Given a standard LDA model with few 1000 topics and few millions of documents, trained with Mallet / collapsed Gibbs sampler:
When inferring a new document: Why not just skip sampling and simply use the term-topic counts of the model to determine the topic assignments of the new document? I understand that applying the Gibbs sampling on the new document is taking into account the topic mixture of the new document which in turn influence how topics are composed (beta, term-freq. distributions). However as topics are kept fixed when inferring a new document, i don't see why this should be relevant.
An issue with sampling is the probabilistic nature - sometimes documents topic assignments inferred, greatly vary on repeated invocations. Therefore i would like to understand the theoretical and practical value of the sampling vs. just using a deterministic method.
Just using term topic counts of the last Gibbs sample is not a good idea. Such an approach doesn't take into account the topic structure: if a document has many words from one topic, it's likely to have even more words from that topic [1].

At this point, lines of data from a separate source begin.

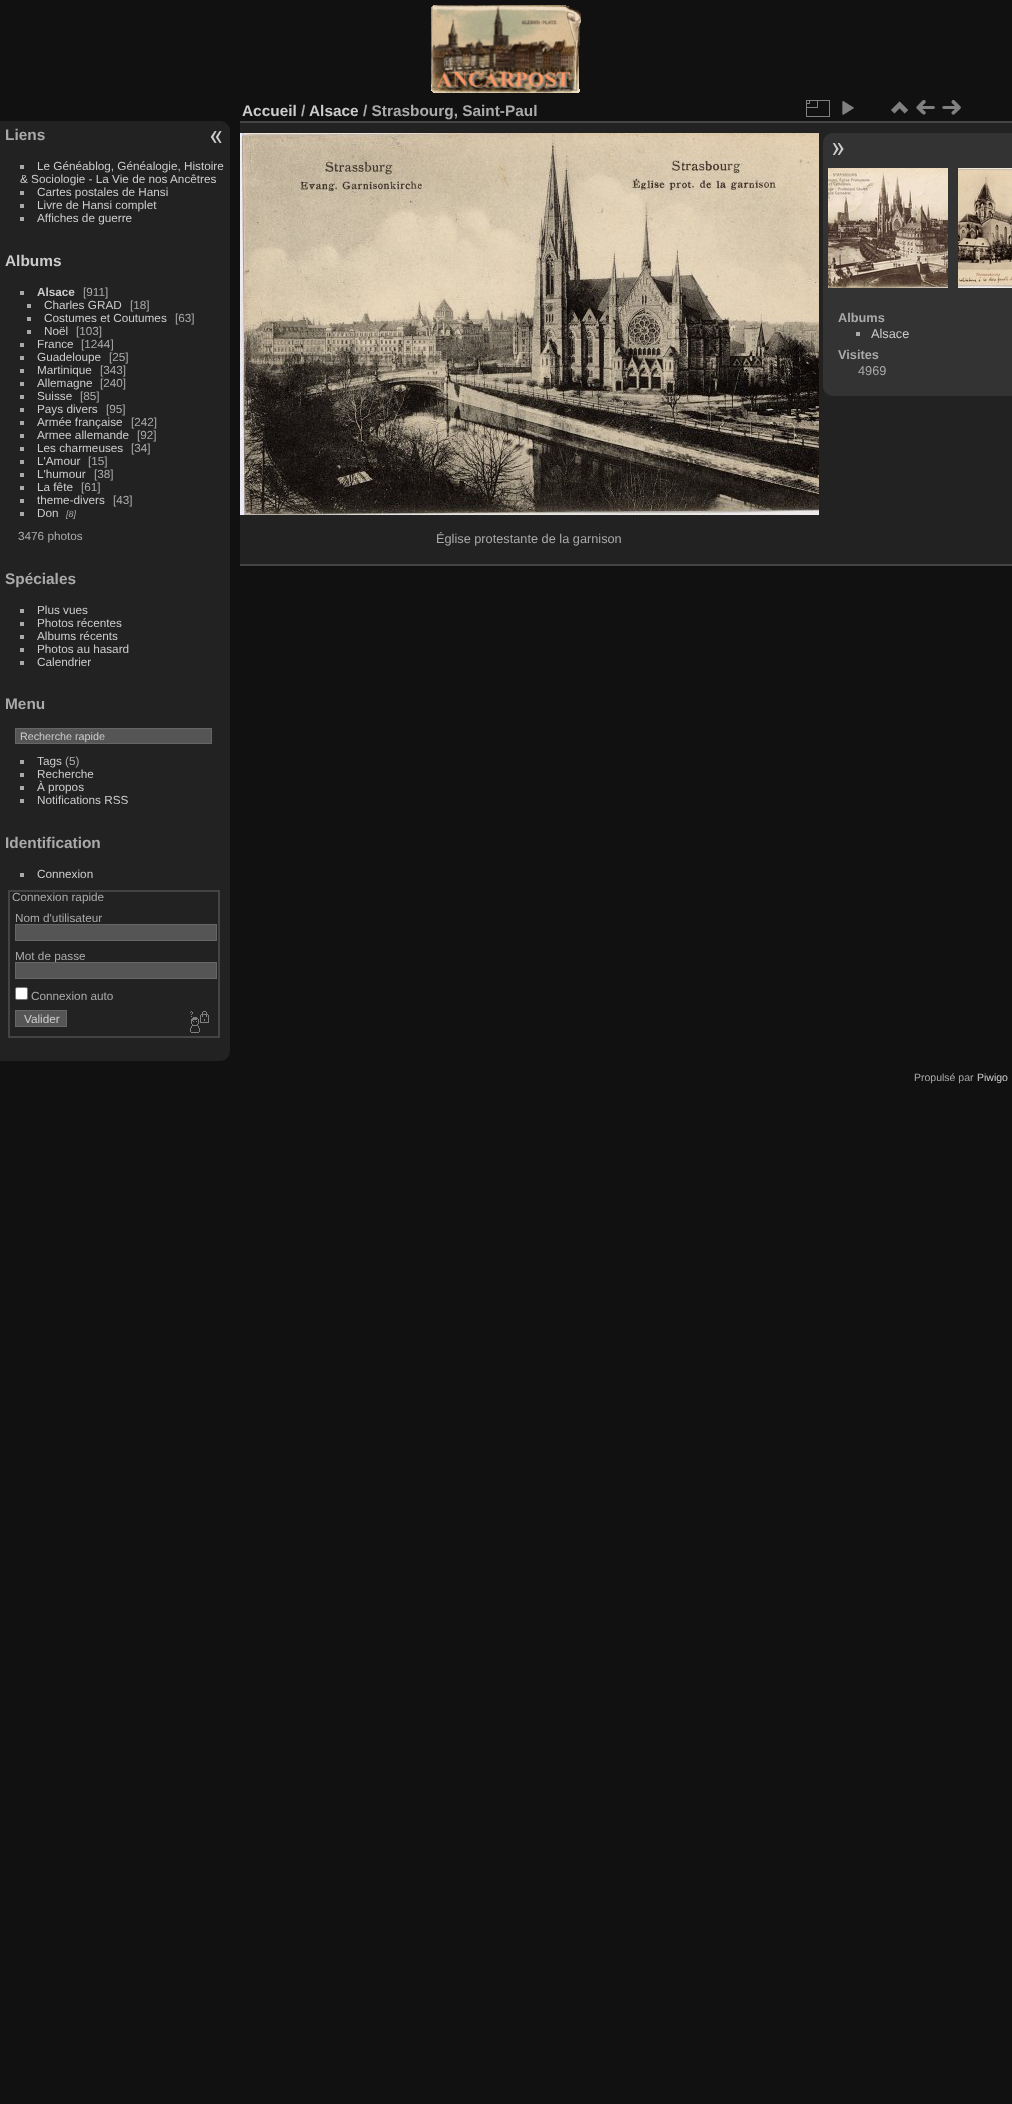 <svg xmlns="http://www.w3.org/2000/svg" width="1012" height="2104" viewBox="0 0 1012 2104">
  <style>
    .t1 { font: bold 15.4px Liberation Sans; fill: #aaa; }
    .t2 { font: 11.75px Liberation Sans; fill: #ccc; }
    .t3 { font: bold 15.4px Liberation Sans; fill: #ccc; }
    .t4 { font: bold 11.75px Liberation Sans; fill: #ccc; }
    .t5 { font: 11.75px Liberation Sans; fill: #aaa; }
    .t6 { font: italic 9px Liberation Sans; fill: #aaa; }
    .t7 { font: 10.75px Liberation Sans; fill: #ccc; }
    .t8 { font: bold 12.75px Liberation Sans; fill: #aaa; }
    .t9 { font: 12.75px Liberation Sans; fill: #ccc; }
    .t10 { font: 12.75px Liberation Sans; fill: #aaa; }
    .t11 { font: 10.5px Liberation Sans; fill: #aaa; }
    .t12 { font: 10.5px Liberation Sans; fill: #ccc; }
  </style>
  <rect width="100%" height="100%" fill="#111"/>
  <image x="431" y="5" width="150" height="88" href="images/1.png"/>
  <path d="M0 121H220C225.5 121 230 125.5 230 131V1051C230 1056.5 225.5 1061 220 1061H0Z" fill="#222"/>
  <text x="5" y="140" class="t1">Liens</text>
  <rect x="20" y="165" width="4" height="4" fill="#aaa"/>
  <text x="37" y="170" class="t2">Le Généablog, Généalogie, Histoire</text>
  <text x="20" y="183" class="t2">&amp; Sociologie - La Vie de nos Ancêtres</text>
  <rect x="20" y="191" width="4" height="4" fill="#aaa"/>
  <text x="37" y="196" class="t2">Cartes postales de Hansi</text>
  <rect x="20" y="204" width="4" height="4" fill="#aaa"/>
  <text x="37" y="209" class="t2">Livre de Hansi complet</text>
  <rect x="20" y="217" width="4" height="4" fill="#aaa"/>
  <text x="37" y="222" class="t2">Affiches de guerre</text>
  <text x="5" y="266" class="t3">Albums</text>
  <rect x="20" y="291" width="4" height="4" fill="#aaa"/>
  <text x="37" y="296" class="t4">Alsace</text>
  <text x="83" y="296" class="t5">[911]</text>
  <rect x="27" y="304" width="4" height="4" fill="#aaa"/>
  <text x="44" y="309" class="t2">Charles GRAD</text>
  <text x="130" y="309" class="t5">[18]</text>
  <rect x="27" y="317" width="4" height="4" fill="#aaa"/>
  <text x="44" y="322" class="t2">Costumes et Coutumes</text>
  <text x="175" y="322" class="t5">[63]</text>
  <rect x="27" y="330" width="4" height="4" fill="#aaa"/>
  <text x="44" y="335" class="t2">Noël</text>
  <text x="76" y="335" class="t5">[103]</text>
  <rect x="20" y="343" width="4" height="4" fill="#aaa"/>
  <text x="37" y="348" class="t2">France</text>
  <text x="81" y="348" class="t5">[1244]</text>
  <rect x="20" y="356" width="4" height="4" fill="#aaa"/>
  <text x="37" y="361" class="t2">Guadeloupe</text>
  <text x="109" y="361" class="t5">[25]</text>
  <rect x="20" y="369" width="4" height="4" fill="#aaa"/>
  <text x="37" y="374" class="t2">Martinique</text>
  <text x="100" y="374" class="t5">[343]</text>
  <rect x="20" y="382" width="4" height="4" fill="#aaa"/>
  <text x="37" y="387" class="t2">Allemagne</text>
  <text x="100" y="387" class="t5">[240]</text>
  <rect x="20" y="395" width="4" height="4" fill="#aaa"/>
  <text x="37" y="400" class="t2">Suisse</text>
  <text x="80" y="400" class="t5">[85]</text>
  <rect x="20" y="408" width="4" height="4" fill="#aaa"/>
  <text x="37" y="413" class="t2">Pays divers</text>
  <text x="106" y="413" class="t5">[95]</text>
  <rect x="20" y="421" width="4" height="4" fill="#aaa"/>
  <text x="37" y="426" class="t2">Armée française</text>
  <text x="131" y="426" class="t5">[242]</text>
  <rect x="20" y="434" width="4" height="4" fill="#aaa"/>
  <text x="37" y="439" class="t2">Armee allemande</text>
  <text x="137" y="439" class="t5">[92]</text>
  <rect x="20" y="447" width="4" height="4" fill="#aaa"/>
  <text x="37" y="452" class="t2">Les charmeuses</text>
  <text x="131" y="452" class="t5">[34]</text>
  <rect x="20" y="460" width="4" height="4" fill="#aaa"/>
  <text x="37" y="465" class="t2">L'Amour</text>
  <text x="88" y="465" class="t5">[15]</text>
  <rect x="20" y="473" width="4" height="4" fill="#aaa"/>
  <text x="37" y="478" class="t2">L'humour</text>
  <text x="94" y="478" class="t5">[38]</text>
  <rect x="20" y="486" width="4" height="4" fill="#aaa"/>
  <text x="37" y="491" class="t2">La fête</text>
  <text x="81" y="491" class="t5">[61]</text>
  <rect x="20" y="499" width="4" height="4" fill="#aaa"/>
  <text x="37" y="504" class="t2">theme-divers</text>
  <text x="113" y="504" class="t5">[43]</text>
  <rect x="20" y="512" width="4" height="4" fill="#aaa"/>
  <text x="37" y="517" class="t2">Don</text>
  <text x="66" y="517" class="t6">[8]</text>
  <text x="18" y="540" class="t5">3476 photos</text>
  <text x="5" y="584" class="t1">Spéciales</text>
  <rect x="20" y="609" width="4" height="4" fill="#aaa"/>
  <text x="37" y="614" class="t2">Plus vues</text>
  <rect x="20" y="622" width="4" height="4" fill="#aaa"/>
  <text x="37" y="627" class="t2">Photos récentes</text>
  <rect x="20" y="635" width="4" height="4" fill="#aaa"/>
  <text x="37" y="640" class="t2">Albums récents</text>
  <rect x="20" y="648" width="4" height="4" fill="#aaa"/>
  <text x="37" y="653" class="t2">Photos au hasard</text>
  <rect x="20" y="661" width="4" height="4" fill="#aaa"/>
  <text x="37" y="666" class="t2">Calendrier</text>
  <text x="5" y="709" class="t1">Menu</text>
  <rect x="15.5" y="728.5" width="196" height="15" fill="#555" stroke="#666"/>
  <text x="20" y="740" class="t7">Recherche rapide</text>
  <rect x="20" y="760" width="4" height="4" fill="#aaa"/>
  <text x="37" y="765" class="t2">Tags</text>
  <text x="65" y="765" class="t5">(5)</text>
  <rect x="20" y="773" width="4" height="4" fill="#aaa"/>
  <text x="37" y="778" class="t2">Recherche</text>
  <rect x="20" y="786" width="4" height="4" fill="#aaa"/>
  <text x="37" y="791" class="t2">À propos</text>
  <rect x="20" y="799" width="4" height="4" fill="#aaa"/>
  <text x="37" y="804" class="t2">Notifications RSS</text>
  <text x="5" y="848" class="t1">Identification</text>
  <rect x="20" y="873" width="4" height="4" fill="#aaa"/>
  <text x="37" y="878" class="t2">Connexion</text>
  <rect x="9" y="891" width="210" height="146" fill="none" stroke="#444" stroke-width="2"/>
  <text x="12" y="901" class="t5">Connexion rapide</text>
  <text x="15" y="922" class="t5">Nom d'utilisateur</text>
  <rect x="15.5" y="924.5" width="201" height="16" fill="#555" stroke="#666"/>
  <text x="15" y="960" class="t5">Mot de passe</text>
  <rect x="15.5" y="962.5" width="201" height="16" fill="#555" stroke="#666"/>
  <rect x="15.5" y="987.5" width="12" height="12" rx="1.5" fill="#fff" stroke="#767676"/>
  <text x="31" y="1000" class="t5">Connexion auto</text>
  <rect x="15.5" y="1010.5" width="51" height="16" fill="#555" stroke="#666"/>
  <text x="24" y="1023" class="t2">Valider</text>
  <image x="190" y="1011" width="19" height="22" href="images/2.png"/>
  <rect x="240" y="123" width="772" height="441" fill="#222"/>
  <rect x="240" y="564" width="772" height="2" fill="#444"/>
  <rect x="240" y="121" width="772" height="2" fill="#444"/>
  <text x="242" y="116" class="t3">Accueil</text>
  <text x="301" y="116" class="t1">/</text>
  <text x="309" y="116" class="t3">Alsace</text>
  <text x="363" y="116" class="t1">/ Strasbourg, Saint-Paul</text>
  <image x="806" y="100" width="24" height="17" href="images/3.png"/>
  <image x="842" y="101" width="12" height="14" href="images/4.png"/>
  <image x="891" y="101" width="17" height="13" href="images/5.png"/>
  <image x="916" y="100" width="19" height="15" href="images/6.png"/>
  <image x="942" y="100" width="19" height="15" href="images/7.png"/>
  <path d="M833 133H1012V396H833C827.5 396 823 391.5 823 386V143C823 137.5 827.5 133 833 133Z" fill="#333"/>
  <image x="832" y="143" width="12" height="12" href="images/8.png"/>
  <image x="828" y="168" width="120" height="120" href="images/9.png"/>
  <image x="958" y="168" width="54" height="120" href="images/10.png"/>
  <text x="838" y="322" class="t8">Albums</text>
  <rect x="856" y="332" width="4" height="4" fill="#aaa"/>
  <text x="871" y="338" class="t9">Alsace</text>
  <text x="838" y="359" class="t8">Visites</text>
  <text x="858" y="375" class="t10">4969</text>
  <image x="240" y="133" width="579" height="382" href="images/11.png"/>
  <text x="436" y="543" class="t10">Église protestante de la garnison</text>
  <image x="210" y="131" width="12" height="12" href="images/12.png"/>
  <text x="914" y="1081" class="t11">Propulsé par</text>
  <text x="977" y="1081" class="t12">Piwigo</text>
</svg> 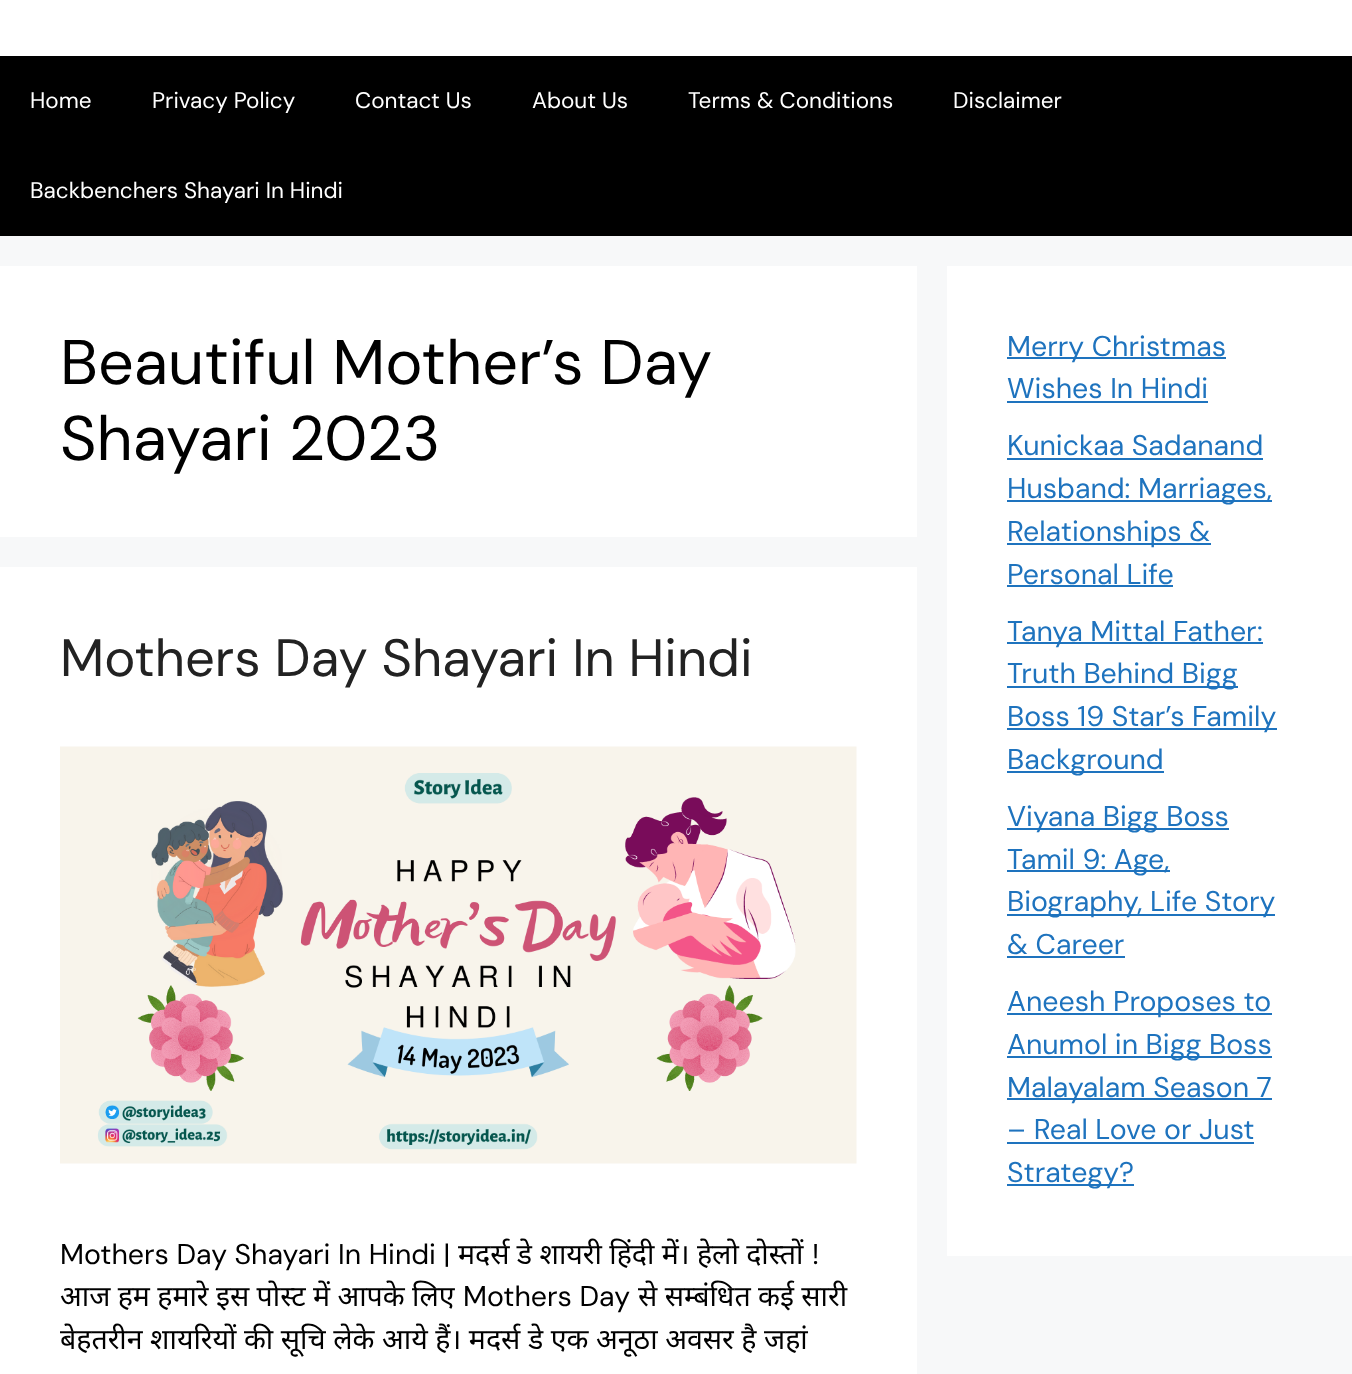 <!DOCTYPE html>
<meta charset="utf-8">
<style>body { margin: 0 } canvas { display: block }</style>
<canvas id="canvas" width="1352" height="1374"></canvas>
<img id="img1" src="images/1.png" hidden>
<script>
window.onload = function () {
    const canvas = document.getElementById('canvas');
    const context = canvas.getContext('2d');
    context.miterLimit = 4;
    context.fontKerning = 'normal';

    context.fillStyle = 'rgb(247, 248, 249)';
    context.fillRect(0, 0, 1352, 1374);
    context.fillStyle = 'rgb(255, 255, 255)';
    context.fillRect(0, 0, 1352, 56);
    context.fillStyle = 'rgb(0, 0, 0)';
    context.fillRect(0, 56, 1352, 180);
    context.fillStyle = 'rgb(255, 255, 255)';
    context.fillRect(0, 266, 917, 271);
    context.fillRect(0, 567, 917, 807);
    context.drawImage(document.getElementById('img1'), 60, 746, 797, 418);
    context.fillRect(947, 266, 405, 990);
    context.fillStyle = 'rgb(30, 115, 190)';
    context.fillRect(1007, 357, 219, 2);
    context.fillRect(1007, 401, 201, 2);
    context.fillRect(1007, 458, 256, 2);
    context.fillRect(1007, 500, 265, 2);
    context.fillRect(1007, 543, 204, 2);
    context.fillRect(1007, 585, 166, 2);
    context.fillRect(1007, 642, 256, 2);
    context.fillRect(1007, 686, 231, 2);
    context.fillRect(1007, 728, 270, 2);
    context.fillRect(1007, 771, 157, 2);
    context.fillRect(1007, 828, 222, 2);
    context.fillRect(1007, 870, 163, 2);
    context.fillRect(1007, 914, 268, 2);
    context.fillRect(1007, 956, 118, 2);
    context.fillRect(1007, 1013, 265, 2);
    context.fillRect(1007, 1056, 265, 2);
    context.fillRect(1007, 1098, 265, 2);
    context.fillRect(1007, 1142, 247, 2);
    context.fillRect(1007, 1184, 127, 2);
    context.font = '22.5px DM Sans';
    context.fillStyle = 'rgb(255, 255, 255)';
    context.fillText('Home', 30, 108);
    context.fillText('Privacy Policy', 152, 108);
    context.fillText('Contact Us', 355, 108);
    context.fillText('About Us', 532, 108);
    context.fillText('Terms & Conditions', 688, 108);
    context.fillText('Disclaimer', 953, 108);
    context.fillText('Backbenchers Shayari In Hindi', 30, 198);
    context.font = '63px DM Sans';
    context.fillStyle = 'rgb(0, 0, 0)';
    context.fillText('Beautiful Mother’s Day', 60, 384);
    context.fillText('Shayari 2023', 60, 460);
    context.font = '52.5px DM Sans';
    context.fillStyle = 'rgb(34, 34, 34)';
    context.fillText('Mothers Day Shayari In Hindi', 60, 676);
    context.font = '28.5px DM Sans';
    context.fillStyle = 'rgb(0, 0, 0)';
    context.fillText('Mothers Day Shayari In Hindi |', 60, 1264);
    context.font = '28.5px Noto Sans';
    context.fillText('मदर्स डे शायरी हिंदी में। हेलो दोस्तों', 458, 1264);
    context.font = '28.5px DM Sans';
    context.fillText('!', 812, 1264);
    context.font = '28.5px Noto Sans';
    context.fillText('आज हम हमारे इस पोस्ट में आपके लिए', 60, 1306);
    context.font = '28.5px DM Sans';
    context.fillText('Mothers Day', 463, 1306);
    context.font = '28.5px Noto Sans';
    context.fillText('से सम्बंधित कई सारी', 638, 1306);
    context.wordSpacing = '0.2px';
    context.fillText('बेहतरीन शायरियों की सूचि लेके आये हैं। मदर्स डे एक अनूठा अवसर है जहां', 60, 1349);
    context.wordSpacing = '0px';
    context.font = '28.5px DM Sans';
    context.fillStyle = 'rgb(30, 115, 190)';
    context.fillText('Merry Christmas', 1007, 356);
    context.fillText('Wishes In Hindi', 1007, 398);
    context.fillText('Kunickaa Sadanand', 1007, 455);
    context.fillText('Husband: Marriages,', 1007, 498);
    context.fillText('Relationships &', 1007, 541);
    context.fillText('Personal Life', 1007, 584);
    context.fillText('Tanya Mittal Father:', 1007, 641);
    context.fillText('Truth Behind Bigg', 1007, 683);
    context.fillText('Boss 19 Star’s Family', 1007, 726);
    context.fillText('Background', 1007, 769);
    context.fillText('Viyana Bigg Boss', 1007, 826);
    context.fillText('Tamil 9: Age,', 1007, 869);
    context.fillText('Biography, Life Story', 1007, 911);
    context.fillText('& Career', 1007, 954);
    context.fillText('Aneesh Proposes to', 1007, 1011);
    context.fillText('Anumol in Bigg Boss', 1007, 1054);
    context.fillText('Malayalam Season 7', 1007, 1097);
    context.fillText('– Real Love or Just', 1007, 1139);
    context.fillText('Strategy?', 1007, 1182);
};
</script>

For example, say two words have equal probabilities in two topics. The topic assignment of the first word in a given document affects the topic probability of the other word: the other word is more likely to be in the same topic as the first one. The relation works the other way also. The complexity of this situation is why we use methods like Gibbs sampling to estimate values for this sort of problem.
As for your comment on topic assignments varying, that can't be helped, and could be taken as a good thing: if a words topic assignment varies, you can't rely on it. What you're seeing is that the posterior distribution over topics for that word has no clear winner, so you should take a particular assignment with a grain of salt :)
[1] assuming beta, the prior on document-topic distributions, encourages sparsity, as is usually chosen for topic models.